Turmeric always does something.

Whether it’s enough to make a difference in your case depends.

The problem is that this is either unsupported by evidence or a meaninglessly shallow claim. After all, almost every herbal remedy does something, but it doesn't mean it's actually therapeutic for some given condition.
The problem is, you’re out of date regarding the recent efforts put into studying and documenting long-known herbs.

Curcumin is a polyphenol that operates at the molecular level to disrupt multiple inflammatory cascades. It achieves this by simultaneously blocking the transcription of inflammatory genes and interrupting the enzymes responsible for generating pain and swelling.
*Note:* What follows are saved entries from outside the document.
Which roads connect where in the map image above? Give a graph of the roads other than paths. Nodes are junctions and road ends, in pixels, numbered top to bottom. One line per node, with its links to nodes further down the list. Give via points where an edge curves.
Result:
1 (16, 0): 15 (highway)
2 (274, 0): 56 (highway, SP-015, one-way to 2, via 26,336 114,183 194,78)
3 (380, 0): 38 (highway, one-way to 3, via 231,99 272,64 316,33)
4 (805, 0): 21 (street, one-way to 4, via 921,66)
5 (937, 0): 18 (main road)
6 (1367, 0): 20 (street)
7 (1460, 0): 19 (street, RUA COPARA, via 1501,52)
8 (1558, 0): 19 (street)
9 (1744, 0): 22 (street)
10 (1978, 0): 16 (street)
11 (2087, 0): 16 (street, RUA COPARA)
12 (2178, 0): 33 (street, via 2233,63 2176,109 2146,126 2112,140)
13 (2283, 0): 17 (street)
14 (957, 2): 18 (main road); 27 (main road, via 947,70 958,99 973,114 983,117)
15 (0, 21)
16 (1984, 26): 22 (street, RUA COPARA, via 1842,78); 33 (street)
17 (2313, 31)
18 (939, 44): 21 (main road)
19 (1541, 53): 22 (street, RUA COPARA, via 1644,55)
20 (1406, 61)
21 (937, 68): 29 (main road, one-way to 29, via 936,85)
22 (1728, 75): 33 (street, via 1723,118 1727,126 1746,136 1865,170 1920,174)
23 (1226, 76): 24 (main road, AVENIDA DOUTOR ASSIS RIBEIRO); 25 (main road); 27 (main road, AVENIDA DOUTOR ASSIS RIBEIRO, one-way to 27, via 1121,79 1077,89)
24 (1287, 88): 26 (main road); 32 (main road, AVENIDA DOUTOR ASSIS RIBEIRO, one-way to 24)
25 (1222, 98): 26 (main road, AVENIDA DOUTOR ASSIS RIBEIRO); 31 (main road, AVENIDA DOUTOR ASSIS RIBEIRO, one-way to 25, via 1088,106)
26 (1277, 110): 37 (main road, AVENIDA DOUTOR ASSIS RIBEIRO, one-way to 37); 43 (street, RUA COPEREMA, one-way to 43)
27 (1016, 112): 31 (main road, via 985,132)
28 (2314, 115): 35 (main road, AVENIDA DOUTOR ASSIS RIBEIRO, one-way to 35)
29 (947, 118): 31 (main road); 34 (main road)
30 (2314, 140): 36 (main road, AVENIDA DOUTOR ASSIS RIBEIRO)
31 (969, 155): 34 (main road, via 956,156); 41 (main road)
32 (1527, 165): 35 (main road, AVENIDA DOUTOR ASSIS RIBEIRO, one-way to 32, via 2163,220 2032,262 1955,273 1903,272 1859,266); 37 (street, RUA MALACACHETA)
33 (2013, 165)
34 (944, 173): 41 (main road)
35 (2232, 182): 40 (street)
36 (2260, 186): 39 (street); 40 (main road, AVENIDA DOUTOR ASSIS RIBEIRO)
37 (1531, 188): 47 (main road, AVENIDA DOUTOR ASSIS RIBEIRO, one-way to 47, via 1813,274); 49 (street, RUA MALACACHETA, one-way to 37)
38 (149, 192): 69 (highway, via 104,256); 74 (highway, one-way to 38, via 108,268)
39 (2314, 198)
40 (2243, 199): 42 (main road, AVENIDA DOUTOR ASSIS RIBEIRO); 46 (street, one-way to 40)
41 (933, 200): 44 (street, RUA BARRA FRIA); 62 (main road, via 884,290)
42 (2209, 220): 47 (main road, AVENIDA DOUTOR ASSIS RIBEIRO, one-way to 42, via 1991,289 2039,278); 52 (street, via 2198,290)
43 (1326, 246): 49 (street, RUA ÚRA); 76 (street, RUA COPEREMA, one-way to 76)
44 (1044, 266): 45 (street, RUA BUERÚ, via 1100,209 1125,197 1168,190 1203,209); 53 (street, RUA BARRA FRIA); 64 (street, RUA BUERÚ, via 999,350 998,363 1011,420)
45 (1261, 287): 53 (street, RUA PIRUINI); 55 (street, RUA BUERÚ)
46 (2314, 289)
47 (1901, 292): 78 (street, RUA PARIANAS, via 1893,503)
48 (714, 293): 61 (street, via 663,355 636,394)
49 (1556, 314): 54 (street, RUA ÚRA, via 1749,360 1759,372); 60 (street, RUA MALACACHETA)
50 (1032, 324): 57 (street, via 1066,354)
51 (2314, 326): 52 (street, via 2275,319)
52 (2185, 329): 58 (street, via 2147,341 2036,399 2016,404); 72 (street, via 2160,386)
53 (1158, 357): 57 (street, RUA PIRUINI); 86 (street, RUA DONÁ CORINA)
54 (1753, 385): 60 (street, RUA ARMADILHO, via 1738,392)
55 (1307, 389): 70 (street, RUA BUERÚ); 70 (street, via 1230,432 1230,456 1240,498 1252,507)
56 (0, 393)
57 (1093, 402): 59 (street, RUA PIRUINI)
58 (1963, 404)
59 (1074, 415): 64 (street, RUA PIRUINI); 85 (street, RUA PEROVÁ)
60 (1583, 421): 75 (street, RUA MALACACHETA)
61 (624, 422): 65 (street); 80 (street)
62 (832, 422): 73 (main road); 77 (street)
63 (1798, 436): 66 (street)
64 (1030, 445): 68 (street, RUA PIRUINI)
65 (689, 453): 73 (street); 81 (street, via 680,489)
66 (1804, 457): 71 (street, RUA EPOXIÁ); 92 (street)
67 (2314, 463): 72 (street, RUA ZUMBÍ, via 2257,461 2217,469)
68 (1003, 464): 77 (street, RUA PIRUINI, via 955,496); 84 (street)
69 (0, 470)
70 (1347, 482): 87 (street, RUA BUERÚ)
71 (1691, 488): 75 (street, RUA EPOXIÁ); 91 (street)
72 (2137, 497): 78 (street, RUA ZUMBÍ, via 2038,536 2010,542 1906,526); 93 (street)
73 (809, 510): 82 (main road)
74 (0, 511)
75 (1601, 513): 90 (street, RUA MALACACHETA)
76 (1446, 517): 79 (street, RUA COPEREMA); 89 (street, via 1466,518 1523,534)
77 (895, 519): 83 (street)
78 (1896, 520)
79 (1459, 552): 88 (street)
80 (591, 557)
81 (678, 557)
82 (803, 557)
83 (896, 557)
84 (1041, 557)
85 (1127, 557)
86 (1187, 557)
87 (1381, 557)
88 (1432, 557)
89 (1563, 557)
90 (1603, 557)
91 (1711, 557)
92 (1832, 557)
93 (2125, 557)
https://pmc.ncbi.nlm.nih.gov/articles/PMC10111629/

I’ve got a couple other examples I’ve come across recently that I can additionally share.

That paper is co-authored by Bharat B. Aggarwal, who has been found to produce fraudulent research [1], and many of whose papers have been retracted. This is the guy mentioned in the New Scientist article!

Curcumin has been extensively studied, and a common observation is that it is fantastically bioactive in vitro, but tends to have zero meaningful properties when introduced into the biology of a real human being. Researchers have categorized it as an IMPS (invalid metabolic panacea), i.e. a drug whose chemical properties are an illusion, and has ended up becoming a "black hole" for scientific funding [2] [3].

The part about how it "disrupts multiple inflammatory cascades" and so on sounds terrific until you realize these are behaviours observed in vitro. The fact is that curcumin is unstable and highly reactive, so it gets torn apart and neutralized early during digestion, leading to insanely low bioavailability. Tons of compounds are anti-inflammatory in vitro. Very few actually are in the human body.

[1] https://reeserichardson.blog/2024/01/30/the-king-of-curcumin...

[2] https://pubmed.ncbi.nlm.nih.gov/26505758/

[3] https://pubmed.ncbi.nlm.nih.gov/28074653/

Are you sure that means this particular paper is bad?

Fair point, though. Good news, lots of others:

https://pmc.ncbi.nlm.nih.gov/articles/PMC9881416/#S9

https://lpi.oregonstate.edu/mic/dietary-factors/phytochemica...

Also curious how many of those detracting have observed the use of capsules,

or the difference in a person not making proper gut acids / liver function.